▶ _GIVEN DATA_

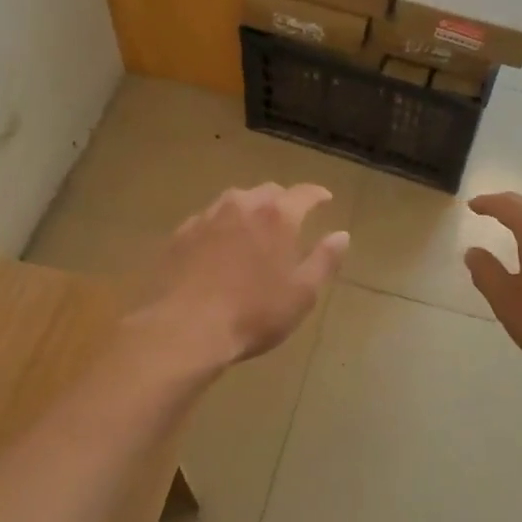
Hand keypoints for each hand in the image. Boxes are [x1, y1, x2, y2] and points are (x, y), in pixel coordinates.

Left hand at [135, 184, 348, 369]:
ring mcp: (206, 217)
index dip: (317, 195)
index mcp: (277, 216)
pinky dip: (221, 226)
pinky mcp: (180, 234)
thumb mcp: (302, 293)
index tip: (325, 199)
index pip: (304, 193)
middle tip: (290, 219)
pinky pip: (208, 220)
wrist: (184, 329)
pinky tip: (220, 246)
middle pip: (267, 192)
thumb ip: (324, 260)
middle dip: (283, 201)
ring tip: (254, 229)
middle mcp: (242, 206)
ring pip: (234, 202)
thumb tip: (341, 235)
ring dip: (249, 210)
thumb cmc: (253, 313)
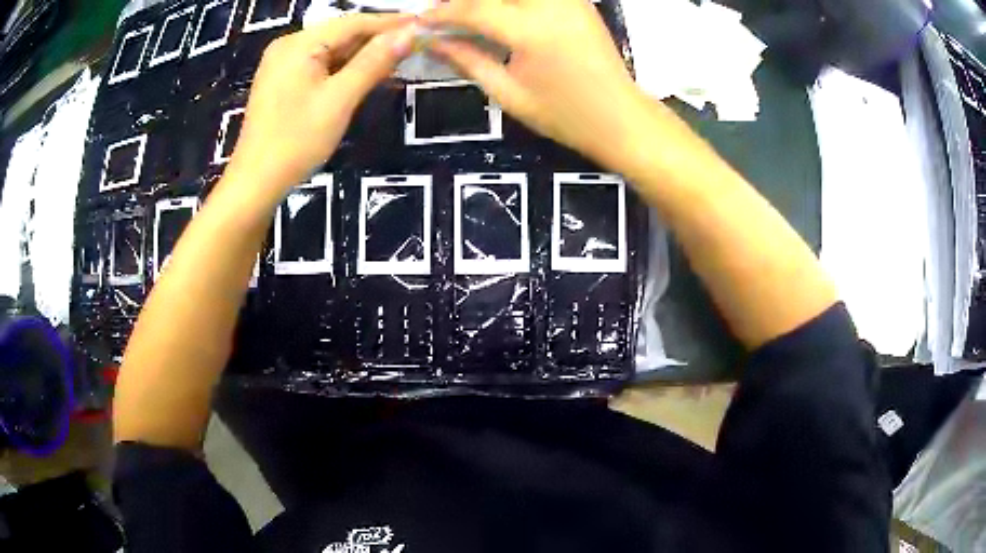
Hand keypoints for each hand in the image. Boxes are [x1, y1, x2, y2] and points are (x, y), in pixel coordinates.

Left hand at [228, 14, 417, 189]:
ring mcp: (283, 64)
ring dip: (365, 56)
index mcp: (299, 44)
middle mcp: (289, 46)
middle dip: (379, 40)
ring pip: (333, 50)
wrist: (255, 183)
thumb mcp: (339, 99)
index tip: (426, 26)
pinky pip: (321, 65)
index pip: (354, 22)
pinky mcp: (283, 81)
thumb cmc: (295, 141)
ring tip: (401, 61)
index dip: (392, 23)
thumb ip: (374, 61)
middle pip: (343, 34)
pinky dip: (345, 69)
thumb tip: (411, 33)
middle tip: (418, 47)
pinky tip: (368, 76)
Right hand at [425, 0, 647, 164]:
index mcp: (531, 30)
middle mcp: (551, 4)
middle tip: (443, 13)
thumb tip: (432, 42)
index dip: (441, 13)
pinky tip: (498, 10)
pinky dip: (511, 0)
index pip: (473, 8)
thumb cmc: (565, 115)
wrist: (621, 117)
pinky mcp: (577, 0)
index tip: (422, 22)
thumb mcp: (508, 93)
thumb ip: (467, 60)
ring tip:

▶ _EXERCISE PROMPT_
Search the material above for the word "middle", and return each line that holds it.

▶ _SOLUTION FOR THIS EXERCISE_
middle tip: (290, 219)
middle pip: (267, 192)
middle dip: (283, 201)
middle mcp: (242, 206)
middle mcp: (289, 46)
middle dip: (379, 40)
middle pip: (343, 34)
middle tip: (418, 47)
middle mcp: (551, 4)
middle tip: (443, 13)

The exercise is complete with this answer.